Consider $c=\sup\{x\in A:x<b\}$. It exists because the set $C=\{x\in A:x<b\}$ is not empty (it contains $a$) and upper bounded by $b$. Note that, by construction, $c\le b$.

There are two cases: either $c\in A$ or $c\in B$.

Suppose $c\in A$. Then $c<b$ and there exists $\delta>0$, $\delta<b-c$, such that $(c-\delta,c+\delta)\subseteq A$. In particular, $c+\delta/2\in A$ and $c+\delta/2<b$: a contradiction to $c=\sup C$.

Suppose $c\in B$. Then there exists $\delta>0$ such that $(c-\delta,c+\delta)\subseteq B$. By definition of supremum, there is $a'\in C$ with $a'>c-\delta$. But $C\subseteq A$ by assumption, so $a'\in A\cap B$, a contradiction.
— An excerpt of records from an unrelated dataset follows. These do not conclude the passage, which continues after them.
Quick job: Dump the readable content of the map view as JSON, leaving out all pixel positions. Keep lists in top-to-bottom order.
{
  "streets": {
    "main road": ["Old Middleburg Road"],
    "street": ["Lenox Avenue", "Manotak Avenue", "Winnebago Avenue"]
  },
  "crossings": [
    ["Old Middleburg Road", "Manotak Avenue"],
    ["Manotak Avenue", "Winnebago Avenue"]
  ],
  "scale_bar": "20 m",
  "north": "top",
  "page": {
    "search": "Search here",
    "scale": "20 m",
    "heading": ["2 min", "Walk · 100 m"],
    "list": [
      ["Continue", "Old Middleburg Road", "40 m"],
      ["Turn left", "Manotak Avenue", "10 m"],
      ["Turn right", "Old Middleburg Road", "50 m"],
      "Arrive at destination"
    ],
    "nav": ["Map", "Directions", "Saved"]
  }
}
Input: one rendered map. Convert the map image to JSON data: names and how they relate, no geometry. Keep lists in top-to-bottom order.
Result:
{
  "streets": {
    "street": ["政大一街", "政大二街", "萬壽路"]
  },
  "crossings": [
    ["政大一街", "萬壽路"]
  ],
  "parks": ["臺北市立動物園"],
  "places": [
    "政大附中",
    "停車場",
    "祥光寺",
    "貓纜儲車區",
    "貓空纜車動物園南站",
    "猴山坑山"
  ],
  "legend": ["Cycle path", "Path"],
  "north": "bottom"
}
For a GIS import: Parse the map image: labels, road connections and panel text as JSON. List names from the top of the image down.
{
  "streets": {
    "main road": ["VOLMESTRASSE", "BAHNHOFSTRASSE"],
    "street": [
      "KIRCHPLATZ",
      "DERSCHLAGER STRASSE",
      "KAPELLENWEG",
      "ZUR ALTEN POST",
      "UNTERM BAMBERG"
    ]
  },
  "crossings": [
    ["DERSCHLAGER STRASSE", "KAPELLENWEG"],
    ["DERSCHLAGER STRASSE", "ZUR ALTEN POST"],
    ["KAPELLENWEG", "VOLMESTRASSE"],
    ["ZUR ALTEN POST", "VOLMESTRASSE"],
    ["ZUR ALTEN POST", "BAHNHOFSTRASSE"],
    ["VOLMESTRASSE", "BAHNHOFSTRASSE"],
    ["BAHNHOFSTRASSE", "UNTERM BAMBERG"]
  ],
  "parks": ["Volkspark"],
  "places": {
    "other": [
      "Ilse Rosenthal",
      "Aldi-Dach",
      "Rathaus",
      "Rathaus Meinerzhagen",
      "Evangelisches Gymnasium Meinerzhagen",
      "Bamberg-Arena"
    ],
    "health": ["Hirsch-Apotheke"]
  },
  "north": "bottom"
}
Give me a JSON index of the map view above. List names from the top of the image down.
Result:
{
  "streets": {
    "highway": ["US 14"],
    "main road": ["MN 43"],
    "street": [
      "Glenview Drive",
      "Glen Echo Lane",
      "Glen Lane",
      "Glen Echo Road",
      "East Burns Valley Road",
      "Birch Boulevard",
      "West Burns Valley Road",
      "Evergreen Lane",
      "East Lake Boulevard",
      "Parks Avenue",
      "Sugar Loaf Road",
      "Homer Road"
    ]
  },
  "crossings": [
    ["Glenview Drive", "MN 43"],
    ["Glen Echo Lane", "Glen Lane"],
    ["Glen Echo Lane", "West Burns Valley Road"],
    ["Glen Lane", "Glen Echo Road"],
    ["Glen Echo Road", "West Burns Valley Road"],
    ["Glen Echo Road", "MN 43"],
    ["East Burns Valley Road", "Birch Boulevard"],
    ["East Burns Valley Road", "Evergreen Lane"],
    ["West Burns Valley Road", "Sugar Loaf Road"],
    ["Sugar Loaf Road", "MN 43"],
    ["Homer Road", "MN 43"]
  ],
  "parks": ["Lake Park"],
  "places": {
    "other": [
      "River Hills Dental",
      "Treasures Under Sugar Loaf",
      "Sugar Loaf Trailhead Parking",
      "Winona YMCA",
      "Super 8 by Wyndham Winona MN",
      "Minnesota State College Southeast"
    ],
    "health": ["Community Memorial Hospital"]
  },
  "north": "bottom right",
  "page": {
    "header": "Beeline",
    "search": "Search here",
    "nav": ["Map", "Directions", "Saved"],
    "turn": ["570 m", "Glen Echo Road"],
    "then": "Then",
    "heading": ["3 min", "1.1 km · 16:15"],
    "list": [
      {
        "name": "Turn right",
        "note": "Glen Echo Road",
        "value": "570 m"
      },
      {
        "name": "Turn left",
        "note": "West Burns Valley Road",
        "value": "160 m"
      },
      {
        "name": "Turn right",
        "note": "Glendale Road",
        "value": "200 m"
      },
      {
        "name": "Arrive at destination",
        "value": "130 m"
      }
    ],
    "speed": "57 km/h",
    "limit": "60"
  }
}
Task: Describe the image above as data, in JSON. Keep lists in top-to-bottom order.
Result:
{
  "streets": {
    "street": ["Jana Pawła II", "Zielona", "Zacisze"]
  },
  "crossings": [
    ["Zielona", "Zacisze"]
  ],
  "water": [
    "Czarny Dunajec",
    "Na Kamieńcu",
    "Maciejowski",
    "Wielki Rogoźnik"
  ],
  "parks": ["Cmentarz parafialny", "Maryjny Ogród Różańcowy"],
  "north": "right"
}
Lemma:Every open set in $\Bbb{R}$ with respect to the Euclidean topology,can be expressed as a disjoint countable union of open intervals.

Proof:

Let $A$ be an open set in $\Bbb{R}$ and $x \in A$

We define $I_x=(c,d)$ where $$c=\inf\{a\in \Bbb{R}|(a,x) \subseteq A\}$$ $$d=\sup\{b \in \Bbb{R}|(x,b)\subseteq A\}$$

Thus $I_x$ is the largest interval that contains $x$ such that $I_x \subseteq A$

We have that $A=\bigcup_{x \in A}I_x$

Now let $x,y \in A$.

Let $I_x \cap I_y \neq \emptyset$.

Then $I_x \cup I_y \subseteq I_x$ by definition of $I_x\Rightarrow I_y \subseteq I_x$

Applying the same argument we have that $I_x \subseteq I_y\Rightarrow I_x=I_y$

So every two such intervals are disjoint.

Denote $B$ the colection of all these intervals $I$.

and let $q_I \in I$ a rational number.

Take $f:B \to \Bbb{Q}$ such that $f(I)=q_i$.This function is $1-1$ because the intervals n the collection B are disjoint.

Thus $B$ is countable.

Now assume that $\Bbb{R}$ is not connected,thus exists a nonempty clopen $A \subsetneq \Bbb{R}$

$A$ is open thus $A=\bigcup_{n=1}^{\infty}(a_n,b_n)$,a union of disjoint intervals.

Let $a_{n_0}$ be the endpoint of the interval $(a_{n_0},b_{n_0})$ in this union.

Because of the fact that $A$ is closed we have that $a_{n_0} \in A$ because $a_{n_0}$ is a limit point of $A$

Can you see the contradiction now?